Der Pflichtteil der Verwandten ist nach dem bislang geltenden Recht ein sog. Noterbrecht. Der Pflichtteil gewährt den Berechtigten eine unmittelbare Beteiligung am Nachlass in natura. Im Rahmen der Reform durch das Gesetz vom 31.7.2015 wird allerdings – wie in Frankreich – der Anspruch des Pflichtteilsberechtigten auf einen Geldanspruch geändert. Er erhält also künftig nicht mehr einen pars bonorum bzw. kannn auf eine Beteiligung an dem Nachlass verwieden werden, sondern kann von den testamentarischen Erben die auszahlung seines Pflichtteils in Geld verlangen.

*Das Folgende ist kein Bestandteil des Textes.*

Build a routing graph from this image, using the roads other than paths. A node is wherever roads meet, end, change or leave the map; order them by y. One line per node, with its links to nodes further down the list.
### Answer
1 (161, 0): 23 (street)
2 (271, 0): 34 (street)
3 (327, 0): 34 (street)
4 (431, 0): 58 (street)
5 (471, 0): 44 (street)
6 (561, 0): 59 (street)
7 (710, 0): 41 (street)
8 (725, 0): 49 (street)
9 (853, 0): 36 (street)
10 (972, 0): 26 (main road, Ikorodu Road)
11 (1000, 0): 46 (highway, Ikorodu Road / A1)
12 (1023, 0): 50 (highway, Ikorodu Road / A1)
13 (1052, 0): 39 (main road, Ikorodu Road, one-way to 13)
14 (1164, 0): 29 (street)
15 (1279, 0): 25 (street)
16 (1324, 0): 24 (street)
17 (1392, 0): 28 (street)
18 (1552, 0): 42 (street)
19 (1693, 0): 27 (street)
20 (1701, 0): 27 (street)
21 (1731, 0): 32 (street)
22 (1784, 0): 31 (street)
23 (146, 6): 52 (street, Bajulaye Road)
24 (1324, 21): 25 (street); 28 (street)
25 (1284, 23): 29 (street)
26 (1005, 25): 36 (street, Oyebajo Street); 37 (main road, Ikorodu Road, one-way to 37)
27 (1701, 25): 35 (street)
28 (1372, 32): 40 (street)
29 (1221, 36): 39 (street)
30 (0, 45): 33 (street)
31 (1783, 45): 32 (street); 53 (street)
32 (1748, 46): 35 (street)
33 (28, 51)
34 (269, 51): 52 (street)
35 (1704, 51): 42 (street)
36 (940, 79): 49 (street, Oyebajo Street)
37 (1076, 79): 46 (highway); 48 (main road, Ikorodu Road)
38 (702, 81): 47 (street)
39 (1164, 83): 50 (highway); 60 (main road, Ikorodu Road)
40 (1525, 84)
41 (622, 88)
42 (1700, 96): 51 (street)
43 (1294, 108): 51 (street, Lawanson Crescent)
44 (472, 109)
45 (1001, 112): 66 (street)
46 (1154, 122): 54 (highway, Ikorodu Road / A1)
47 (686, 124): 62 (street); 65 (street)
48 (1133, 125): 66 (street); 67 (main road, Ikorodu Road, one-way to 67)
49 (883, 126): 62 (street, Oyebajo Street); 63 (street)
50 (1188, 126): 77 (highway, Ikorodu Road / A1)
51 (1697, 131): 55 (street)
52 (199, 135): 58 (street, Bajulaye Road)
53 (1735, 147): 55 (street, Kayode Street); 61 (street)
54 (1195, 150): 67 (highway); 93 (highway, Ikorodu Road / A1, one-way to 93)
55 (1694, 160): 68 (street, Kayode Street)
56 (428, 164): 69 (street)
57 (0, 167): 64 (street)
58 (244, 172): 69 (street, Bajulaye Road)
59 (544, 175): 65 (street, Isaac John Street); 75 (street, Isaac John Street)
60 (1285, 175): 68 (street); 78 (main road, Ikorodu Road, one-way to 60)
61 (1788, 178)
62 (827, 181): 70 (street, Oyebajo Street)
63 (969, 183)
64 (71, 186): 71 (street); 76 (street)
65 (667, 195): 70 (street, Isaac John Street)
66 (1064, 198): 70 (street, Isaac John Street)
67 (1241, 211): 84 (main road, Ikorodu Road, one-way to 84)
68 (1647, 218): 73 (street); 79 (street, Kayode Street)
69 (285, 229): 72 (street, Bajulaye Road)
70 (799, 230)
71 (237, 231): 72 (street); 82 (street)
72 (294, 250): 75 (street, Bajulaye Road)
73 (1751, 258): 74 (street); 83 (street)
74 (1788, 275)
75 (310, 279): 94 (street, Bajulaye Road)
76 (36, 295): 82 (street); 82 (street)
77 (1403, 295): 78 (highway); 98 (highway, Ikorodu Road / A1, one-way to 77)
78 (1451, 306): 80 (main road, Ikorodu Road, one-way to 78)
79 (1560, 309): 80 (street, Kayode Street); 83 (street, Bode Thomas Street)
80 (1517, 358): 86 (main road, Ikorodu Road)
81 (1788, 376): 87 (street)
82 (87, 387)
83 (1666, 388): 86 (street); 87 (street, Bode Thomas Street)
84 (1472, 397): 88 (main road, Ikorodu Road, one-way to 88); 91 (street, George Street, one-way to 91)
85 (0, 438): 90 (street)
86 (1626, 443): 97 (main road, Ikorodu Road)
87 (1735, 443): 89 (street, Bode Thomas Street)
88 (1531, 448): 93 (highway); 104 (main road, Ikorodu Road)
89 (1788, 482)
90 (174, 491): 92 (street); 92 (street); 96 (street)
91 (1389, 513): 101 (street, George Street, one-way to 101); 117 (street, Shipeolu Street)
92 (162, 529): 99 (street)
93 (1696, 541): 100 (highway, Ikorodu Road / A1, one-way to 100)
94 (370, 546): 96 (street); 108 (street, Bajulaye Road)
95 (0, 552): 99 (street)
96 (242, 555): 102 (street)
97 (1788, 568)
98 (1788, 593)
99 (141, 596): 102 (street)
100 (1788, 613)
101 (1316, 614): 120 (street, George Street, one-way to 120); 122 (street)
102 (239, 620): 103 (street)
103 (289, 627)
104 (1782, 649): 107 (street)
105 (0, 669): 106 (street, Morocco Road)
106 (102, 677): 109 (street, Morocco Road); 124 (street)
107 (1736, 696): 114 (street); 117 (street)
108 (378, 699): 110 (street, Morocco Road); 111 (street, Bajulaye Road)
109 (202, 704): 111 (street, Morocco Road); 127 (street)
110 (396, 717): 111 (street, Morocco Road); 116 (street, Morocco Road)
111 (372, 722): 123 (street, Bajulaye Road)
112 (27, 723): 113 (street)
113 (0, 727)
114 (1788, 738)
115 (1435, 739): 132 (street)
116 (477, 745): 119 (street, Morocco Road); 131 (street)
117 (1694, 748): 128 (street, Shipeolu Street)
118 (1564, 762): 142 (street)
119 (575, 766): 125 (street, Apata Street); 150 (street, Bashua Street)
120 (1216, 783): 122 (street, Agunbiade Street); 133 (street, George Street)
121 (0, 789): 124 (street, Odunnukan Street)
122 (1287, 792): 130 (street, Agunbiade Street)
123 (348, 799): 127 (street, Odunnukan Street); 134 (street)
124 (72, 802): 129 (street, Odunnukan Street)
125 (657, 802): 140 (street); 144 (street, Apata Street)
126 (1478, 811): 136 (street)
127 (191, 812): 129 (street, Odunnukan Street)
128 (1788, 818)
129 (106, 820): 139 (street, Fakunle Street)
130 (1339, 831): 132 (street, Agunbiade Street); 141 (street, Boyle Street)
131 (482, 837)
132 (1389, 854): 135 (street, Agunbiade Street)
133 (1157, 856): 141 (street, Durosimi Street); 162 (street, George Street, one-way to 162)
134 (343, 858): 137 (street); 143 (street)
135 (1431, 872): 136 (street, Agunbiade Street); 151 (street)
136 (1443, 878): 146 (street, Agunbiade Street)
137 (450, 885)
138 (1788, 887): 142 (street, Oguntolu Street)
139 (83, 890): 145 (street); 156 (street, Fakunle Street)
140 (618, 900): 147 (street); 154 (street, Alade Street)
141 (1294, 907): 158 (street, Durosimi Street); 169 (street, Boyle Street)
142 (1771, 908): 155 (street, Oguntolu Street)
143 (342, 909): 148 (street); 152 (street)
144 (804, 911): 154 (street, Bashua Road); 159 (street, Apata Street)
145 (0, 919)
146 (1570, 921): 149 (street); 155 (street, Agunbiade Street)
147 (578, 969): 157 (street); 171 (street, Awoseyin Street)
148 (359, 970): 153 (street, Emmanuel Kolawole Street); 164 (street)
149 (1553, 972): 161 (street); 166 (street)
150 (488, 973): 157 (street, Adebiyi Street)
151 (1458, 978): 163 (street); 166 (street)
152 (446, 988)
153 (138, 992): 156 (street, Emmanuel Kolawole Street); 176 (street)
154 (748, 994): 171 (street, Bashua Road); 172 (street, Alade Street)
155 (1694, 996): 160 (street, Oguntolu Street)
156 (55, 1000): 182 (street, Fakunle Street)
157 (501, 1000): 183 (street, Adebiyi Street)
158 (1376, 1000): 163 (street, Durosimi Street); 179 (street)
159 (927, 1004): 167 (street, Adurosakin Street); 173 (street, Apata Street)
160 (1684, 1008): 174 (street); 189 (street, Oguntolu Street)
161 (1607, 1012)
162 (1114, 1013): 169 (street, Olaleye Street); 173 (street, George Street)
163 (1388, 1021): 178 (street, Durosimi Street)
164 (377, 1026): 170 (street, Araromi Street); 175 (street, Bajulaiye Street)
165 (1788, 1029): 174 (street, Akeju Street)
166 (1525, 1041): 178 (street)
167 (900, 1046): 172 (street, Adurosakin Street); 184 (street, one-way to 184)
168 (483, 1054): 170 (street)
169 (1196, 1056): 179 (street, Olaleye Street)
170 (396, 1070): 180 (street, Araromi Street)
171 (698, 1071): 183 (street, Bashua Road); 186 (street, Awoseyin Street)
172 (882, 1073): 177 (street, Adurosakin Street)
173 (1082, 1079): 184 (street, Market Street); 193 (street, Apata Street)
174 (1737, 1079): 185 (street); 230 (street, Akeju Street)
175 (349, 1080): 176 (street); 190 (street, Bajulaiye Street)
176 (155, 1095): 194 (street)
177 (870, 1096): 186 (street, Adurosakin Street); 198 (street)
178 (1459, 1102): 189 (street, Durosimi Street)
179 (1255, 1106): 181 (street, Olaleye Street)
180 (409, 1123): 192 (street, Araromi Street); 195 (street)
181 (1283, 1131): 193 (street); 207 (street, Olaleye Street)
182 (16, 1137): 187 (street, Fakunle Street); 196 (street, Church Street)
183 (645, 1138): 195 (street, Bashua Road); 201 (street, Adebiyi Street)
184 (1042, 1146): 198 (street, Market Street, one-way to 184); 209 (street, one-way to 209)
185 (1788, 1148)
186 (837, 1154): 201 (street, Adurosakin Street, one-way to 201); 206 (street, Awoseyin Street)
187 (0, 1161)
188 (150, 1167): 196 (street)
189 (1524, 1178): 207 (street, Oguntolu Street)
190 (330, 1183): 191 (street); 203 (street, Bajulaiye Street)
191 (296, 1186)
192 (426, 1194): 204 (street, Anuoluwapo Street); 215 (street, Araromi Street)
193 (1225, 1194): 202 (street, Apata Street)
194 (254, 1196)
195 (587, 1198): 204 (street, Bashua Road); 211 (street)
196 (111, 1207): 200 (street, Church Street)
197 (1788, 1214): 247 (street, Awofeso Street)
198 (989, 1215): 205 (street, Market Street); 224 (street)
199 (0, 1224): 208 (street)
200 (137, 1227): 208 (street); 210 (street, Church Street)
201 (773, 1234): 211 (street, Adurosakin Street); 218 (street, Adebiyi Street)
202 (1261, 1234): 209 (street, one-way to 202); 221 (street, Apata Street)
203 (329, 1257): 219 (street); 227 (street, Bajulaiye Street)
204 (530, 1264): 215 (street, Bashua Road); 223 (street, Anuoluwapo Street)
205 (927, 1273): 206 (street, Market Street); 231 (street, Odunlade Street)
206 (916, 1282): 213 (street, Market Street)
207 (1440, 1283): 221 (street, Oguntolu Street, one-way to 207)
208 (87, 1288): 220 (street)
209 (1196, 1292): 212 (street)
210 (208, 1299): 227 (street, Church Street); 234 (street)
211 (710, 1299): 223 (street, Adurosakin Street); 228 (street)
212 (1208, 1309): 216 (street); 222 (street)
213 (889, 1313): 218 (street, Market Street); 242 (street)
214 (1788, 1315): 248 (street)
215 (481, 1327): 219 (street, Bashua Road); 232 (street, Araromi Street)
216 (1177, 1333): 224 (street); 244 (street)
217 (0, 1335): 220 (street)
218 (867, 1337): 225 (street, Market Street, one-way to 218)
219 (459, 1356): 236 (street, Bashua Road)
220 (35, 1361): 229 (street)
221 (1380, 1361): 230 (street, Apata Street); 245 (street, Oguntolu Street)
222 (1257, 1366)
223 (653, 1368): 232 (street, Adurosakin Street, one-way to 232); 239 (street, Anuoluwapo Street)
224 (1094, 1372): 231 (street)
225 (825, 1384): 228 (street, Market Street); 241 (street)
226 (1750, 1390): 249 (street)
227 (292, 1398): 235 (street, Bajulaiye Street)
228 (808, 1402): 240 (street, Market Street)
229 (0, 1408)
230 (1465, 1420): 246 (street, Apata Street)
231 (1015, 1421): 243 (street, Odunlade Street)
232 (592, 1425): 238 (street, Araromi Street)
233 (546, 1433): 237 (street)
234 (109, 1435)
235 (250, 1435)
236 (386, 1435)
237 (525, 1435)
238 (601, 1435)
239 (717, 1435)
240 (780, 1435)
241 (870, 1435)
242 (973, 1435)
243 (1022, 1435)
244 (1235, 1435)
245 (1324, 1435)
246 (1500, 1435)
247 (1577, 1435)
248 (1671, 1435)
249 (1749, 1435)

Noterbberechtigt sind die Abkömmlinge, Art. 913 c.c., bei Fehlen solcher die Aszendenten, Art. 915 c.c. Hinterlässt der Erblasser keine Aszendenten, Abkömmlinge oder einen Ehegatten, kann er über den gesamten Nachlass verfügen.[12]

Die Erbrechtsreform vom 31.7.2017 hat insoweit eine Änderung gebracht, als dass den Aszendenten nunmehr kein Pfichtteil mehr zusteht. Sie können allenfalls bei Bedürftigkeit Unterhaltsansprüche gegen den Nachlass geltend machen, Art. 205bis § 2 c.c.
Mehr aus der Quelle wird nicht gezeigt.